(MintPress) – A Michigan judge declared Wednesday that more than 350 inmates serving no-parole sentences are now eligible for release, a landmark decision that could impact thousands of other inmates in other states. The inmates, all serving life sentences for crimes committed when they were juveniles, could be released retroactively following a landmark 2012 U.S. Supreme Court decision.
U.S. District Judge John Corbett O’Meara commented on the decision, saying that compliance with the court decision “requires providing a fair and meaningful possibility of parole to each and every Michigan prisoner who was sentenced to life for a crime committed as a juvenile.”
Wednesday’s decision follows a Supreme Court decision last year that created the precedent needed to overturn the Michigan law.

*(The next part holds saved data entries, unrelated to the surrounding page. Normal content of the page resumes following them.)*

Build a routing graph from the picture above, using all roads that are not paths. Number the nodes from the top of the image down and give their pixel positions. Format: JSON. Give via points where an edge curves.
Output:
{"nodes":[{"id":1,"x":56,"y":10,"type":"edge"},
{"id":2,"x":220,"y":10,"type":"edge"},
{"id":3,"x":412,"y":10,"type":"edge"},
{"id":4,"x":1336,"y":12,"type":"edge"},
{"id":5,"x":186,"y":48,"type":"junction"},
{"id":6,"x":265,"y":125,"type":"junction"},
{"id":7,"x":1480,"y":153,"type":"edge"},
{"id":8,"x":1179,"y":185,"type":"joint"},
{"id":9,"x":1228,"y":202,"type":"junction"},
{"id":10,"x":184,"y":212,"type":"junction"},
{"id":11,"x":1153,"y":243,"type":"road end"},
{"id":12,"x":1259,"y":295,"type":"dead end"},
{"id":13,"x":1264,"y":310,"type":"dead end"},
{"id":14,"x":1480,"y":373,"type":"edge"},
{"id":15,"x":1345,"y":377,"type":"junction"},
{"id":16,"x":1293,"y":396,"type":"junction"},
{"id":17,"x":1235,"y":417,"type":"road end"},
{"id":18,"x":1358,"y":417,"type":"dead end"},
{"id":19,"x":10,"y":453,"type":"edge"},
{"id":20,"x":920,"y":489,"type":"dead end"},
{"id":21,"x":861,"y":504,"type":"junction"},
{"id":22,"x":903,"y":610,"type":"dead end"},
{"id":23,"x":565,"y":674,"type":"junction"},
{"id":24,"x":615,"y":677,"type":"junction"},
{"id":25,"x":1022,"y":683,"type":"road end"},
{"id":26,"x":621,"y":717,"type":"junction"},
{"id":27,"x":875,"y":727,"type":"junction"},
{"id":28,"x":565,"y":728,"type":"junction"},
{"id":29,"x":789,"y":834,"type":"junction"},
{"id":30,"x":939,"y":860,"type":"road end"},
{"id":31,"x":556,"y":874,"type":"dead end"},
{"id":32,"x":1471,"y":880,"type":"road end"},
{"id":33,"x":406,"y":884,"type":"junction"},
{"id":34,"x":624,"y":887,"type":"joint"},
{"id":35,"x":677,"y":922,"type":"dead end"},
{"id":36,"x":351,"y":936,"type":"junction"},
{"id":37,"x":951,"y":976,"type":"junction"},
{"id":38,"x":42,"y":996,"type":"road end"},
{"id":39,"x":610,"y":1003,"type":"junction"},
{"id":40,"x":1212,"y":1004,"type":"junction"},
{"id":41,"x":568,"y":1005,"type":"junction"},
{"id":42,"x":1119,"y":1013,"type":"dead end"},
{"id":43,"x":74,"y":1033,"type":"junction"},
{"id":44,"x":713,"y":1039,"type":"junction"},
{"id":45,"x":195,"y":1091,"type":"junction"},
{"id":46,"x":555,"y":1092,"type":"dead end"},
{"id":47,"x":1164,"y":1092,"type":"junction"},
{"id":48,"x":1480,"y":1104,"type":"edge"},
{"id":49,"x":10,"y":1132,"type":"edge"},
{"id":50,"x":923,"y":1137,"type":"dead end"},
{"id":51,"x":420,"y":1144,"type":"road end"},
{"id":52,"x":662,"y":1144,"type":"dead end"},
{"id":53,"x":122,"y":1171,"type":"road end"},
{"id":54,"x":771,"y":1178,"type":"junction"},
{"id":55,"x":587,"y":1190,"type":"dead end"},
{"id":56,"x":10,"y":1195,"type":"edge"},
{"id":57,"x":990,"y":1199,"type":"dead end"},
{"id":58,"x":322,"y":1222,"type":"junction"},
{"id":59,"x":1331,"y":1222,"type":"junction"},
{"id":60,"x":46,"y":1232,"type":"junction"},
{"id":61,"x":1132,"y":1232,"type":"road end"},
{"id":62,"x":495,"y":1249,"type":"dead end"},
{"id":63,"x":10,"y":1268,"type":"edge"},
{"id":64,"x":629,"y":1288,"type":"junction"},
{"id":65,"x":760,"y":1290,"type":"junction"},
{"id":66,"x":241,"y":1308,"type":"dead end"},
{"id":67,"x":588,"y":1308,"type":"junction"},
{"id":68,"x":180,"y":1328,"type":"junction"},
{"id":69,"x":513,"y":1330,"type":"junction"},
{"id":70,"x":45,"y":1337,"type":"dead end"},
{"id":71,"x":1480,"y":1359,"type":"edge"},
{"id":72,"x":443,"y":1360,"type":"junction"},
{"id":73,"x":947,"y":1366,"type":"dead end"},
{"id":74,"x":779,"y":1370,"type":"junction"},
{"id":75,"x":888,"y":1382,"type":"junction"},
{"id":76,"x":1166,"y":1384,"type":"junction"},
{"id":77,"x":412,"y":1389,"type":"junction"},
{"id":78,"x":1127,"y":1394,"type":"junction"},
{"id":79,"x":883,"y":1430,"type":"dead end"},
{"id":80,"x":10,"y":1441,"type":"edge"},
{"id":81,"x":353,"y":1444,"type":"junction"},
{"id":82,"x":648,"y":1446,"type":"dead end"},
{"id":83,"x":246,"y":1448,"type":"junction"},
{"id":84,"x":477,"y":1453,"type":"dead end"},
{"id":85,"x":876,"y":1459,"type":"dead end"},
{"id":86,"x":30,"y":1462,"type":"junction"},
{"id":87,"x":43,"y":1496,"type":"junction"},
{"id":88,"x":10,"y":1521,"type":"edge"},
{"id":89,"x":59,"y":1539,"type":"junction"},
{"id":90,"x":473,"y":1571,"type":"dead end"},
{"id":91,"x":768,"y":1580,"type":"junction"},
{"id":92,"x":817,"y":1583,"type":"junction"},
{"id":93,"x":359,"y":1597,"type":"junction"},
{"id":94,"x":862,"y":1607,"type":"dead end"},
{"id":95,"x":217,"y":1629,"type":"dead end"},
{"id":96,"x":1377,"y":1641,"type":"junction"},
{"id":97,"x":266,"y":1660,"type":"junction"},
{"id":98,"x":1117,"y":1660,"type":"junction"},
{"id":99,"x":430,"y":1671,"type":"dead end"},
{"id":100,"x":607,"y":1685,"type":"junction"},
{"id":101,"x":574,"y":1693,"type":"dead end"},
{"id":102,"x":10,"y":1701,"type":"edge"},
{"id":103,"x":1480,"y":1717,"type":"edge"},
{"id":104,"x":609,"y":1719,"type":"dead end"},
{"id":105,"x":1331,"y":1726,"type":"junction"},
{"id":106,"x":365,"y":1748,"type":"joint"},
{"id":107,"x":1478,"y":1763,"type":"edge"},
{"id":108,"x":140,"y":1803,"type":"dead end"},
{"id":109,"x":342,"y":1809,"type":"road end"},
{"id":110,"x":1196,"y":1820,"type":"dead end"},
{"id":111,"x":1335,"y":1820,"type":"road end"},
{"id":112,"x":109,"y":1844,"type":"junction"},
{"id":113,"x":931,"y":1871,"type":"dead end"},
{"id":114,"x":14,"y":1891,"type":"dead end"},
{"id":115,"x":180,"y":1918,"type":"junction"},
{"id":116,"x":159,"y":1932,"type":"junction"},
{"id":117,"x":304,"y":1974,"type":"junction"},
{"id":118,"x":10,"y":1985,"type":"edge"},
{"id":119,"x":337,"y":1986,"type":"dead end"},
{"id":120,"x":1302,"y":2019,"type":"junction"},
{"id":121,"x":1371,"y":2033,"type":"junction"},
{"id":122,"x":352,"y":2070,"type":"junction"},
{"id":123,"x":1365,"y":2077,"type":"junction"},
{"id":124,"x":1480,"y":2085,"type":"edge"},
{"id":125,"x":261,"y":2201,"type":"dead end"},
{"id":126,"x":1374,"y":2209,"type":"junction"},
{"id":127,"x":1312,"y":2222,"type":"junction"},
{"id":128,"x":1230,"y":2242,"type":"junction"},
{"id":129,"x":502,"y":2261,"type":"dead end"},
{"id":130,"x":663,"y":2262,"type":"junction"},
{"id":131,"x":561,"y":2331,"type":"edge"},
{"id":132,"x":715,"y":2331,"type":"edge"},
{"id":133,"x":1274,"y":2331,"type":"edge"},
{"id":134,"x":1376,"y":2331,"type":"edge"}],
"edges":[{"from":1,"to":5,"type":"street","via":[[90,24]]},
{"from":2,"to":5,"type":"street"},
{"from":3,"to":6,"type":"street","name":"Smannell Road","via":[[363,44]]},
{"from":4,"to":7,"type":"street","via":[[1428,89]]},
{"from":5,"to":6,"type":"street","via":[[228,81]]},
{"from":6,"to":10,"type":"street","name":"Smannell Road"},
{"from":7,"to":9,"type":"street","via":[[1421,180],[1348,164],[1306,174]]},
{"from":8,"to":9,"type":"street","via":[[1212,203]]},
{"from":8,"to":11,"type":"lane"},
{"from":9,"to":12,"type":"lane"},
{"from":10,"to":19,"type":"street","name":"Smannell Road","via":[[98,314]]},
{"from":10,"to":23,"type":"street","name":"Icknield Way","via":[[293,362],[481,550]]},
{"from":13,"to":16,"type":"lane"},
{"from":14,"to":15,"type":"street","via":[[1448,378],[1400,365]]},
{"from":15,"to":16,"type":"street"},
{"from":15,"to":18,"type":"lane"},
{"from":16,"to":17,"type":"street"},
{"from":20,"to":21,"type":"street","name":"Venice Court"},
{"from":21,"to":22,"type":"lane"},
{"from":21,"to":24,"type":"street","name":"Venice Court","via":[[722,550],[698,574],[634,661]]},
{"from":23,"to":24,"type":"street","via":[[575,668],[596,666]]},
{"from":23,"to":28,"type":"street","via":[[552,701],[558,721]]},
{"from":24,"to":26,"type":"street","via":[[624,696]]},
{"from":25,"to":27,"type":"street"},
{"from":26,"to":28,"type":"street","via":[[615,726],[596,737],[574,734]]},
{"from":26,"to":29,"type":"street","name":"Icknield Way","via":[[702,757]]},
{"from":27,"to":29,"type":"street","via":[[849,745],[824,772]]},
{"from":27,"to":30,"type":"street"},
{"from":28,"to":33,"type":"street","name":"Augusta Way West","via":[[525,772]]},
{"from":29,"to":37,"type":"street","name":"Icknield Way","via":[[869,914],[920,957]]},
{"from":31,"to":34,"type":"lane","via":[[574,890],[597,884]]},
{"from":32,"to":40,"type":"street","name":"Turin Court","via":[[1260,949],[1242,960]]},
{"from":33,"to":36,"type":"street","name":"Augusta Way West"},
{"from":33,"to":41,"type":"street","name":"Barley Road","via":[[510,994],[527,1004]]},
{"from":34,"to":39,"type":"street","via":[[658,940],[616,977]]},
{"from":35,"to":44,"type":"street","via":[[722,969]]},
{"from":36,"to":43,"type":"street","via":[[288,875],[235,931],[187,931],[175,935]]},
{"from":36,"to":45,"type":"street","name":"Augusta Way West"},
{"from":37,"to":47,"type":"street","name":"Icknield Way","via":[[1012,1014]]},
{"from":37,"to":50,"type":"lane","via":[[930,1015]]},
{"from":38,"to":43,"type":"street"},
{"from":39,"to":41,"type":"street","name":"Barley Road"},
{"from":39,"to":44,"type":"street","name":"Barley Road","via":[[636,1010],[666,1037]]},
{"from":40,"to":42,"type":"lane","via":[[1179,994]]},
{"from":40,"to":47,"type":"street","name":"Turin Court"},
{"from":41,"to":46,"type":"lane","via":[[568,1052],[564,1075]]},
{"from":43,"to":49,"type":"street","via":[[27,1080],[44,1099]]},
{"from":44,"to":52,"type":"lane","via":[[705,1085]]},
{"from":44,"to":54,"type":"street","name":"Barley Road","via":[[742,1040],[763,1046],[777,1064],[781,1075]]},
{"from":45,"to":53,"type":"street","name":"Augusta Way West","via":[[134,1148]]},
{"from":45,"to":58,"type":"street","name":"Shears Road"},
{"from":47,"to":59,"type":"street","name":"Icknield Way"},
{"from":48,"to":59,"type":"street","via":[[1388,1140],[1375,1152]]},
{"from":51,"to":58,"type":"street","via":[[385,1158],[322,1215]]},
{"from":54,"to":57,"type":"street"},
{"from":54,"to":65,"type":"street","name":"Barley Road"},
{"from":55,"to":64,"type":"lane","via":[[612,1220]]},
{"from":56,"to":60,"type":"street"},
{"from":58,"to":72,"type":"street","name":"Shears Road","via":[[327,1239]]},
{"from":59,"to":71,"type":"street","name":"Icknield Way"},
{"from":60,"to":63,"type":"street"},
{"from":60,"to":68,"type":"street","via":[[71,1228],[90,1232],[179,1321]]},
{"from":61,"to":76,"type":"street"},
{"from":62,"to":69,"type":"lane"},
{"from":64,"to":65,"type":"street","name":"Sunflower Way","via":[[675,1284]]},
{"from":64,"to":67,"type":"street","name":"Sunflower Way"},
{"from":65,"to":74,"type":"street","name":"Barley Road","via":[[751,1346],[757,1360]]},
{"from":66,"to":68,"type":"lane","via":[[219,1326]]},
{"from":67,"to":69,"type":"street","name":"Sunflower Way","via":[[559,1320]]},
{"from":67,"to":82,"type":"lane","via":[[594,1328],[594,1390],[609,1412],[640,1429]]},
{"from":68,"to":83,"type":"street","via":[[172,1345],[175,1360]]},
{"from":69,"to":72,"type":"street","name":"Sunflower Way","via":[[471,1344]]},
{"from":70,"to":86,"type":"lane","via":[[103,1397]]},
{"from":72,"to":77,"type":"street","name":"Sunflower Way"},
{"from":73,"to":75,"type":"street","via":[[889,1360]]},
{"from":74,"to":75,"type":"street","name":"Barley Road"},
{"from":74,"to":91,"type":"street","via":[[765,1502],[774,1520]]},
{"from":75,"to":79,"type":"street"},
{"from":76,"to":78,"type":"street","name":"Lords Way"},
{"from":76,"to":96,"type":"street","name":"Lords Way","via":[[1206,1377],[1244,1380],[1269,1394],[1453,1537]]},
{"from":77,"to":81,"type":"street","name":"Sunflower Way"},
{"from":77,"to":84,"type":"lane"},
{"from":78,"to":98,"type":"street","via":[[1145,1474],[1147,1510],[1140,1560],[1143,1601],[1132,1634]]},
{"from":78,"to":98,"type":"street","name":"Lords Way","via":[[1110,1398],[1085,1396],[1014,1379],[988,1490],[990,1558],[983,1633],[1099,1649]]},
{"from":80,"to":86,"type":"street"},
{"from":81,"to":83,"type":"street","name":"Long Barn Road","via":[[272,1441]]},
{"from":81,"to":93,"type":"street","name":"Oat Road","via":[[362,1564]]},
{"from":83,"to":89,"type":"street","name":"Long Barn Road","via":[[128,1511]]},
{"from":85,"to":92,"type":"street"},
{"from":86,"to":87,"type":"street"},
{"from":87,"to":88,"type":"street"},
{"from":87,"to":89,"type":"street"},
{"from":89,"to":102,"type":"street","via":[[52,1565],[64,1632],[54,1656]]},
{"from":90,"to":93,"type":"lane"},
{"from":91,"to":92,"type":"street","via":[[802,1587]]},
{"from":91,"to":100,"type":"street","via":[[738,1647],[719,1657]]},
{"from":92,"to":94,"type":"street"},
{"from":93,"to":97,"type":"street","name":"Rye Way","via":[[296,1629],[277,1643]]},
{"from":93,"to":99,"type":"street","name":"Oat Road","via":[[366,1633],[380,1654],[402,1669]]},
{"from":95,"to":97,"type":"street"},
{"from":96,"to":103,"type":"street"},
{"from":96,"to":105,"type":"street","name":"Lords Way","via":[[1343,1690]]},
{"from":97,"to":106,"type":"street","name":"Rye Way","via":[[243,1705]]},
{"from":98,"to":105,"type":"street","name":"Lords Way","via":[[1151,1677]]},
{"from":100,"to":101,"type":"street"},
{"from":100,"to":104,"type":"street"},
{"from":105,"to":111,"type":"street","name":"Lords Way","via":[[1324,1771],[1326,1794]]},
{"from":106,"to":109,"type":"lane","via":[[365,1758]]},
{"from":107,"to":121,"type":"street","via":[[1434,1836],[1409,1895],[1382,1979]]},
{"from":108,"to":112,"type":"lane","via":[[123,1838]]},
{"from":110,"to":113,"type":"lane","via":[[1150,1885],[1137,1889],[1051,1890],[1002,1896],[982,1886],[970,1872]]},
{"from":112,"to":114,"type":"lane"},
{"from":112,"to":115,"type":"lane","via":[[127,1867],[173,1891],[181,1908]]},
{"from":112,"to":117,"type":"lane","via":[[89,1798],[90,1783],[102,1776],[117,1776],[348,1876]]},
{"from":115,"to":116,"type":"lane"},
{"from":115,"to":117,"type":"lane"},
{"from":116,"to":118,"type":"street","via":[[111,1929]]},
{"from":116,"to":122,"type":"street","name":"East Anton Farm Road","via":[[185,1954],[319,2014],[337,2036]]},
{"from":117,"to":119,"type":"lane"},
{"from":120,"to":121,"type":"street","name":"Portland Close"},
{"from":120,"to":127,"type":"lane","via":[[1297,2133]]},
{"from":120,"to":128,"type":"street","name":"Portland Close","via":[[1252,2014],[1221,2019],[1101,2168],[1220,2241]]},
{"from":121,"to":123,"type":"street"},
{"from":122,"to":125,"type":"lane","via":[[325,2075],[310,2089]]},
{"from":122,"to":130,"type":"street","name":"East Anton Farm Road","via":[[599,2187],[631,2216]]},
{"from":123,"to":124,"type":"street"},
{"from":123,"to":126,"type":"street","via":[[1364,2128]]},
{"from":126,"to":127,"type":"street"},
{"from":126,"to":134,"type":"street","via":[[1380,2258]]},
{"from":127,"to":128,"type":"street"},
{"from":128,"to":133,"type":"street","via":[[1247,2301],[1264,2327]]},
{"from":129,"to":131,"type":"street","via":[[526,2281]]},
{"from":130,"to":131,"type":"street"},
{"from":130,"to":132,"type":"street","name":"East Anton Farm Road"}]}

The Court’s decision found that life sentences for two 14-year-olds convicted of murder constituted a “cruel and unusual punishment.” This reforms the 2005 SCOTUS ruling in Roper V. Simmons, a decision that found use of the death penalty for juvenile offenders unconstitutional.
Working with the American Civil Liberties Union, Deborah LaBelle, a lawyer, challenged the Michigan law prohibiting felons serving life sentences for crimes committed as juveniles from seeking parole. The Supreme Court decision gave the challenge enough power to overturn the state law.
While this is an important step, other legal experts warn that paroling juvenile in other states could be a protracted, uphill battle going forward. “The battle still is being waged in various states. It’s not a slam dunk,” said Lawrence Wojcik, a Chicago lawyer who co-chairs the juvenile justice committee of the American Bar Association.
Regardless of the final outcome, the ruling presents a more humane policy that could help decrease America’s massively inflated prison population, the highest of any country in the world.
According to the U.S. Bureau of Justice statistics, there are approximately 2,266,800 adults behind bars in the U.S., by far the highest of any country on earth. The number of adults under correctional supervision, including those on parole, increases this number considerably to more than 7 million nationwide.
Part of the problem continues to be a national problem collecting and analyzing DNA evidence, especially for crimes committed decades ago when crime lab analysis was less developed than today.
In July 2012, the Federal Bureau of Investigation (FBI) and the U.S. Justice Department began reviewing thousands of criminal cases to determine whether inmates deserve to be freed, exonerated or given a new trial.
Although no exonerations have been granted as a result of the ongoing investigation, other independent reviews have helped free those wrongfully imprisoned.
The Innocence Project, an investigation conducted in conjunction with the Benjamin Cardozo school of Law at Yeshiva University has helped free 303 people through DNA review, including 17 who served time on death row.